L’Italia lascia un allenatore capace e preparato, che è stato protagonista della prima vittoria nel Sei Nazioni in sette anni e di uno storico trionfo sull’Australia, che ha portato un miglioramento evidente nel gioco e che ha lanciato un’infinità di giocatori, su tutti quell’Ange Capuozzo che oggi è visto come l’uomo della provvidenza.
Nelle ultime convocazioni di coach Crowley, quelle per i Mondiali, sono entrati nel gruppo anche due grandi talenti naturalizzati: Dino Lamb e Paolo Odogwu possono essere giocatori da salto di qualità. Però, in un rincorrersi tafazziano di schemi già visti, ancora una volta l’Italia andrà alla Coppa del Mondo con un allenatore con la valigia pronta: era successo nel 2007 con Pierre Berbizier, nel 2011 con Nick Mallett, nel 2019 con Conor O’Shea e ora succede di nuovo. Come in un Jumanji reale, quando l’Italia prende una strada buona, succede qualcosa che la fa ripartire daccapo.
A marzo, proprio in un’intervista al Foglio, Paolo Garbisi disse di Crowley: "Mi piacerebbe continuare con lui, anche perché l’ho avuto a Treviso. Certo, sono sicuro che la Federazione farà la scelta giusta, ma scegliendo un altro allenatore c’è il rischio che si debba ricominciare da capo e non so quanto possa farci bene".
Isomma: i giocatori si trovano bene, lui vuole rimanere, i tifosi lo stimano, i risultati, seppur lentamente, arrivano, il gioco è decisamente migliorato. Perché interrompere tutto?
Beninteso, Quesada è un grande allenatore, uno di quelli cresciuti a pane, garra e avanguardia e quest’anno ha sfiorato la semifinale del campionato francese, se Marcos Kremer non si fosse fatto espellere, ma tutti si aspettavano una scelta diversa. Anche chi avrebbe scommesso su Marco Bortolami, eterno capitano azzurro che a Treviso sta facendo molto bene. Se il presidente federale Marzio Innocenti avesse optato per lui, magari con l’obiettivo di poter dire di essere il presidente che aveva rimesso un italiano sulla panchina della nazionale dai tempi di Massimo Mascioletti (1999-2000), forse sarebbe stato più semplice trovare un senso.
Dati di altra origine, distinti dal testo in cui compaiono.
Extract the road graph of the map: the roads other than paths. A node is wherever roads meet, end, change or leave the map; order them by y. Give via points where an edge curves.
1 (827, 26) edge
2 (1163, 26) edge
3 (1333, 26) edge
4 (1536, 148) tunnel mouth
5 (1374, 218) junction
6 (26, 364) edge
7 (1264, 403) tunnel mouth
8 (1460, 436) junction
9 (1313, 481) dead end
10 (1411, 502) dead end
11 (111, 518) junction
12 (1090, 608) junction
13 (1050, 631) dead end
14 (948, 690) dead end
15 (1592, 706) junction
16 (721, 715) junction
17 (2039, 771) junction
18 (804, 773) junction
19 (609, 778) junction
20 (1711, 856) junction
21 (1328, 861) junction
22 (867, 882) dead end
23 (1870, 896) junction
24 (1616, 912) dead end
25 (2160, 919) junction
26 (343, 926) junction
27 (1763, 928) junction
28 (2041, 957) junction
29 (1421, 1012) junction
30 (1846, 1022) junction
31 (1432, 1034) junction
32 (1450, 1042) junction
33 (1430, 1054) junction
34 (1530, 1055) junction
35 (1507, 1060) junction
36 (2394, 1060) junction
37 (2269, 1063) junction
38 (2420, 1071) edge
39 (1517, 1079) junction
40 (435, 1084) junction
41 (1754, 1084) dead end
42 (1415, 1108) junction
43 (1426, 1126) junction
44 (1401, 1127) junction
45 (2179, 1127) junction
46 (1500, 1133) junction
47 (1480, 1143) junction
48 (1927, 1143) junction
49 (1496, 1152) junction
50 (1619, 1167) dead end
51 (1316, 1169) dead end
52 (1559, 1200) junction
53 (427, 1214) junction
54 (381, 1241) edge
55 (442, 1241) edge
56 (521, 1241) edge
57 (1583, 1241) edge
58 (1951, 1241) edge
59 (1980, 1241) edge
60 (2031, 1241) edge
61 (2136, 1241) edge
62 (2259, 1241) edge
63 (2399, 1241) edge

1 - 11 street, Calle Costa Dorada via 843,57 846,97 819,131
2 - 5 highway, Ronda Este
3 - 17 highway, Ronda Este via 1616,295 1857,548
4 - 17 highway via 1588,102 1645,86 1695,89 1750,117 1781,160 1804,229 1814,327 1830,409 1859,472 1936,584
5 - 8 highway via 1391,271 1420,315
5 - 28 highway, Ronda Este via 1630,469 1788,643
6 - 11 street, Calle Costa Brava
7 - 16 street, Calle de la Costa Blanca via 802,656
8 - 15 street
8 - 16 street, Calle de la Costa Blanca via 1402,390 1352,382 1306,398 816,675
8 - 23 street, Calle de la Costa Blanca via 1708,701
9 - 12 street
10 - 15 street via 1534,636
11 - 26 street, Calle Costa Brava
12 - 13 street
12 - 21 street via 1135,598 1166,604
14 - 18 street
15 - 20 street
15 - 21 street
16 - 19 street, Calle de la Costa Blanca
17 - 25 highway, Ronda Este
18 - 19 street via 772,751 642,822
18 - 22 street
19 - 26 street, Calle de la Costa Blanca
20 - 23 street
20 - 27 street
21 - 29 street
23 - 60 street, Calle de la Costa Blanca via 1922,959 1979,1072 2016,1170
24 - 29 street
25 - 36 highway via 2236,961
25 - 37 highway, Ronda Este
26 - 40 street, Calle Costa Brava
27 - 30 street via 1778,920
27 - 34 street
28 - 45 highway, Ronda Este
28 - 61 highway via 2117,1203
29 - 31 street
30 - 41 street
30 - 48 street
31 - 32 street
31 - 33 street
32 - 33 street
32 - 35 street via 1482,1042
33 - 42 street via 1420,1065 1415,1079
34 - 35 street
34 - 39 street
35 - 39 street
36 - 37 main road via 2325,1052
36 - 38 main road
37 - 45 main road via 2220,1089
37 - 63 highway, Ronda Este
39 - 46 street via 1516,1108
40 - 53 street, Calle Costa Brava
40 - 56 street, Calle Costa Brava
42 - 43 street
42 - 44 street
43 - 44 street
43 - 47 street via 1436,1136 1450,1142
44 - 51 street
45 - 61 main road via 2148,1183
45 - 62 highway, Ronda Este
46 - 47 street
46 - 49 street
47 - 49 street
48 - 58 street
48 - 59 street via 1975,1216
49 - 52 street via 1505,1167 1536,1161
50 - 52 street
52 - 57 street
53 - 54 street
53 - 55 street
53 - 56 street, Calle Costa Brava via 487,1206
Andare a prendere, per dirla con le parole di un suo connazionale, “dall’altra parte del mondo” un allenatore preparatissimo, ma comunque costretto, per ambizione, età e personalità, a imporre il suo stile, in un momento in cui tutto sembra andar bene, sembra quantomeno disfunzionale. Poi magari le cose andranno bene, sicuramente lo faranno. Però ecco, per far crescere i frutti ci vogliono tempo e fatica. Non serve cambiare giardiniere ogni settimana.